O advogado do proprietário, Paulo D’Ávila, afirmou que o imóvel está à venda por R$ 4,5 milhões. “O senhor tem noção do custo de adaptar para moradia?”, questionou, ressaltando que o prédio tem alto valor comercial. Ele perguntou ao secretário se não seria mais adequado “gastar dinheiro em algo que possa beneficiar mais famílias”. Os advogados ainda disseram que havia uma oferta de R$ 3,5 milhões pelo imóvel, e um corretor imobiliário estava presente na audiência para garantir essa informação.
“Nós temos vários exemplos de prédios em situações piores em todo o Brasil que foram adaptados. Temos interesse em viabilizar para moradia”, assegurou Frison, apontando ainda que não tinha intenção de “discutir visão de mundo” durante a audiência, mas sim buscar um acordo prático. Ele também frisou que a adaptação para moradia popular no prédio poderia ser construída a partir do programa federal Minha Casa, Minha Vida.
Para o secretário, o interesse súbito dos proprietários em utilizar o prédio se trata apenas de especulação imobiliária. “Essas ocupações só demonstram que o prédio não foi utilizado, se estivesse sendo usado como sede não seria ocupado”, ponderou. Questionado pelo advogado da Risa, Paulo D’Ávila – que estava um pouco exaltado -, se havia então a intenção de desapropriar todos os prédios desocupados do estado para moradia, Frison lembrou que essa medida já foi tomada em relação a três grandes imóveis e pretende continuar adotando essa política pública, “a começar por esse”, concluiu.
Houve um pequeno tumulto entre o advogado e o secretário quando D’Ávila se exaltou e, gritando, questionava os motivos do governo e o valor investido na compra do prédio. Frison pediu respeito e a juíza afirmou que a gritaria não era necessária.
O proprietário do prédio, Ricardo Deconto, se manifestou pela primeira vez para afirmar então que havia decidido colocar a sede de sua empresa, com 300 funcionários, no imóvel. “Nós vamos colocar a sede da empresa lá, está decidido. Não temos interesse em vender”, reiterou, dizendo saber que isso pode “demorar um pouco”. Questionado sobre por que não pôs a empresa no prédio antes, Deconto disse que “o momento no Brasil não era favorável ao comércio”.
Deconto pediu para a juíza expedir a nova ordem de reintegração de posse. Ela acatou o pedido, levando em conta que a reintegração pedida em setembro havia sido interrompida por solicitação do governo do estado para que pudesse haver negociações. A juíza Hardt lamentou que a Brigada Militar possivelmente tenha que interferir se houver uma ação de reintegração de posse, pois há famílias e crianças lá.

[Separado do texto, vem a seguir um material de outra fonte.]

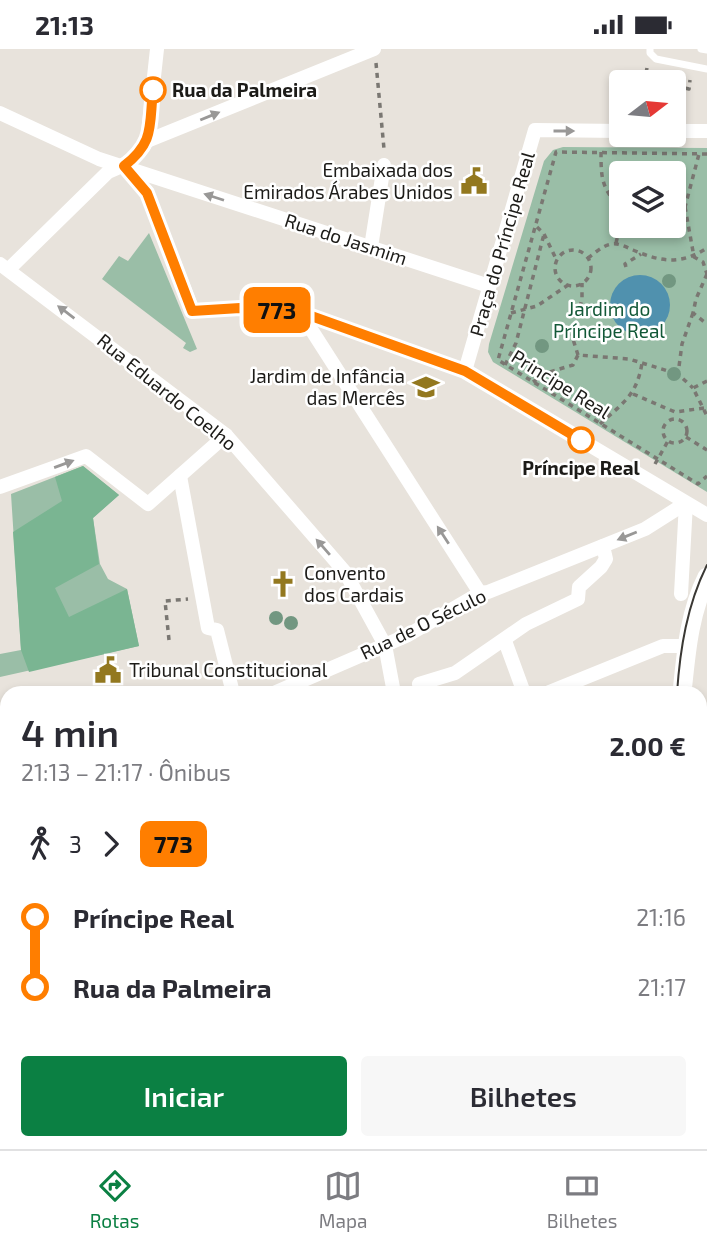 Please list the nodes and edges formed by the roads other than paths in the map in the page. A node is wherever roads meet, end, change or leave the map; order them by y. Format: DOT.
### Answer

“Nós já vivemos uma reintegração em 2007, sabemos como é. E o prédio continuou abandonado”, destacou Ni. Diante da impossibilidade de negociar, Frison disse que irá informar o governador Tarso Genro (PT) da situação para que ele decida se deve entrar com reintegração de posse. Apesar de ainda não ter a confirmação do chefe do Executivo, o secretário acredita que Tarso tomará a decisão pela desapropriação.
Manifestação
Durante a audiência, um grupo de moradores e apoiadores da Saraí fez uma manifestação em frente ao Palácio Piratini, para pressionar o governo a buscar uma solução. Os representantes que participaram da reunião depois foram até o local e informaram que a proposta de construir uma alternativa havia sido negada. “A postura do proprietário foi completamente negativa, mas isso não é diferente do que imaginávamos. Não temos mais muito como ir para o Judiciário, tentamos de todas as formas”, lamentou Ni.
A ideia dos moradores, agora, é tentar se reunir com o governador, para pedir que ele assine o decreto de desapropriação do imóvel. Há também um objetivo de construir uma proposta junto a arquitetos e engenheiros para pensar nos modelos de habitação para o prédio.

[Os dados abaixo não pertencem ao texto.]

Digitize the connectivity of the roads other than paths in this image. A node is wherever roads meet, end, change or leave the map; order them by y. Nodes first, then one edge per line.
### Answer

As 30 famílias que vivem no imóvel localizado na esquina da rua Caldas Júnior com a Avenida Mauá, no Centro de Porto Alegre, ocupam o prédio há oito meses. É a ocupação mais longa desde que foi utilizado como moradia popular pela primeira vez, em 2005. O imóvel, que funcionou como escritórios da Caixa Econômica Federal, foi adquirido pela família Deconto, que comanda a Risa Administração LTDA, nos anos 2000, e ficou abandonado desde então. O prédio já foi ocupado outras três vezes, sendo a mais longa delas até agora por quatro meses, entre 2006 e 2007. O grupo foi despejado em uma ação truculenta da Brigada Militar, que utilizou helicópteros e caminhões na operação, em 2007.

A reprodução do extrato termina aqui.